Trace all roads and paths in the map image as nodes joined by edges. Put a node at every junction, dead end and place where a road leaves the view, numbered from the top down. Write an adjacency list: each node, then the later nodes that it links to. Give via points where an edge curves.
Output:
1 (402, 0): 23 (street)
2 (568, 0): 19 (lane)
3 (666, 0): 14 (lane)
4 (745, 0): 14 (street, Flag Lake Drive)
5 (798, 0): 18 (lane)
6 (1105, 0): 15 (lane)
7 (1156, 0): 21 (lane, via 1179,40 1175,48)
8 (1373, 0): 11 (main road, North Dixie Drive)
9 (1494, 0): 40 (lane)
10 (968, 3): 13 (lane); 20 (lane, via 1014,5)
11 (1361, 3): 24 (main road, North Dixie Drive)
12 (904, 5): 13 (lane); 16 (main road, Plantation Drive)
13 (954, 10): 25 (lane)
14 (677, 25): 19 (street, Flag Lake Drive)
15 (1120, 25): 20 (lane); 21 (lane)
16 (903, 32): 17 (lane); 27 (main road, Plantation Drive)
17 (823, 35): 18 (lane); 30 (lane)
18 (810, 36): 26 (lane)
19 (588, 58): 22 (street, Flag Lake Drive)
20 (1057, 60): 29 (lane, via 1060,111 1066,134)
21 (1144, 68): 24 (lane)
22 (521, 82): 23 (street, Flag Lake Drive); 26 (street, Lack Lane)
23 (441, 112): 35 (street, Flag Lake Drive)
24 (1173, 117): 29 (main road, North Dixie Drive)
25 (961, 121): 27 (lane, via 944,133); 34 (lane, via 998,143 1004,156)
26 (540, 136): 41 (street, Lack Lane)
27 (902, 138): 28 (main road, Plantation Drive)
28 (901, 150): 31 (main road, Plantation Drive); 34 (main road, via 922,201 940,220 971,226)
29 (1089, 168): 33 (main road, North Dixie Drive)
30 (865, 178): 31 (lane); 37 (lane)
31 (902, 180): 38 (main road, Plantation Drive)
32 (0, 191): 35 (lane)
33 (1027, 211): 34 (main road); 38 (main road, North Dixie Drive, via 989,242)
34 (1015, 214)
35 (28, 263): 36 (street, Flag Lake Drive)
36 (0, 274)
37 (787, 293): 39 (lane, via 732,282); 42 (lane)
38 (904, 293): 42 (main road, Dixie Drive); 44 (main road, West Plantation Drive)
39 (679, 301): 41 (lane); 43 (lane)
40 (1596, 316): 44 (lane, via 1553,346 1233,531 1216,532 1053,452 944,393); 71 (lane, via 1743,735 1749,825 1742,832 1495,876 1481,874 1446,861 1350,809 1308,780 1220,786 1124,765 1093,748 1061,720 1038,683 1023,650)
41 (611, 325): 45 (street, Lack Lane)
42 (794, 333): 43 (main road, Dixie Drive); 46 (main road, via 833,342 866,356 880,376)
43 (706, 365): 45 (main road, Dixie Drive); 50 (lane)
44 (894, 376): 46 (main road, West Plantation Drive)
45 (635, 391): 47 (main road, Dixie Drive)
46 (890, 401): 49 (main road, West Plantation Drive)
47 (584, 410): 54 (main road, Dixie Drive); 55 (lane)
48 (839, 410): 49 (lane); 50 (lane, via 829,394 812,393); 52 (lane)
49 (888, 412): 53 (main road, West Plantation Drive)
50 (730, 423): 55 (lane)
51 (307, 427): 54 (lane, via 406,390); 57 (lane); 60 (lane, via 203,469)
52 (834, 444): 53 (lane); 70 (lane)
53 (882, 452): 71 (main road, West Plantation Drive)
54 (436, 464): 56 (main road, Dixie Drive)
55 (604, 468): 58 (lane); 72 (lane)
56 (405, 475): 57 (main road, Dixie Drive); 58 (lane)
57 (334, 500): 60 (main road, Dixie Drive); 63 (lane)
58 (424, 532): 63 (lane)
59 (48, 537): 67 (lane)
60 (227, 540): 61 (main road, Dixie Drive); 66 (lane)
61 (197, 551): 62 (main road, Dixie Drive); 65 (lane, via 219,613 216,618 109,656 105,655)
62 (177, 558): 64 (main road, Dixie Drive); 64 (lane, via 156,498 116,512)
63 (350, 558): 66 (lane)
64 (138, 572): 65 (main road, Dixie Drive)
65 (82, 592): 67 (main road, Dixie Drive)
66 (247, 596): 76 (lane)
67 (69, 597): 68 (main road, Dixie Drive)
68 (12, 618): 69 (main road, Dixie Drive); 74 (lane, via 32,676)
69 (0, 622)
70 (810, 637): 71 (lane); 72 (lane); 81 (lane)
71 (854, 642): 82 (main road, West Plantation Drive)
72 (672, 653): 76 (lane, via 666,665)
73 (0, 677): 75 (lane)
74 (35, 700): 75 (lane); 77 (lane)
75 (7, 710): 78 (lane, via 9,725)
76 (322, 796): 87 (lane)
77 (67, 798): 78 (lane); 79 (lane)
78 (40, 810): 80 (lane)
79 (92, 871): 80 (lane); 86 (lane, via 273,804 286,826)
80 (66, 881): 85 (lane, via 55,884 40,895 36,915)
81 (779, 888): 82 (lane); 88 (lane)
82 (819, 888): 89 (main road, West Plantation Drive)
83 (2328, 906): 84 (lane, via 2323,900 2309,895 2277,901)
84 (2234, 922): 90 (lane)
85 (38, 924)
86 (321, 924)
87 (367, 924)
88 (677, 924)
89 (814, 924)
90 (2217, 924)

> [Activity] Copy all lines above where "street" is present.

> [Answer to this problem]
1 (402, 0): 23 (street)
4 (745, 0): 14 (street, Flag Lake Drive)
14 (677, 25): 19 (street, Flag Lake Drive)
19 (588, 58): 22 (street, Flag Lake Drive)
22 (521, 82): 23 (street, Flag Lake Drive); 26 (street, Lack Lane)
23 (441, 112): 35 (street, Flag Lake Drive)
26 (540, 136): 41 (street, Lack Lane)
35 (28, 263): 36 (street, Flag Lake Drive)
41 (611, 325): 45 (street, Lack Lane)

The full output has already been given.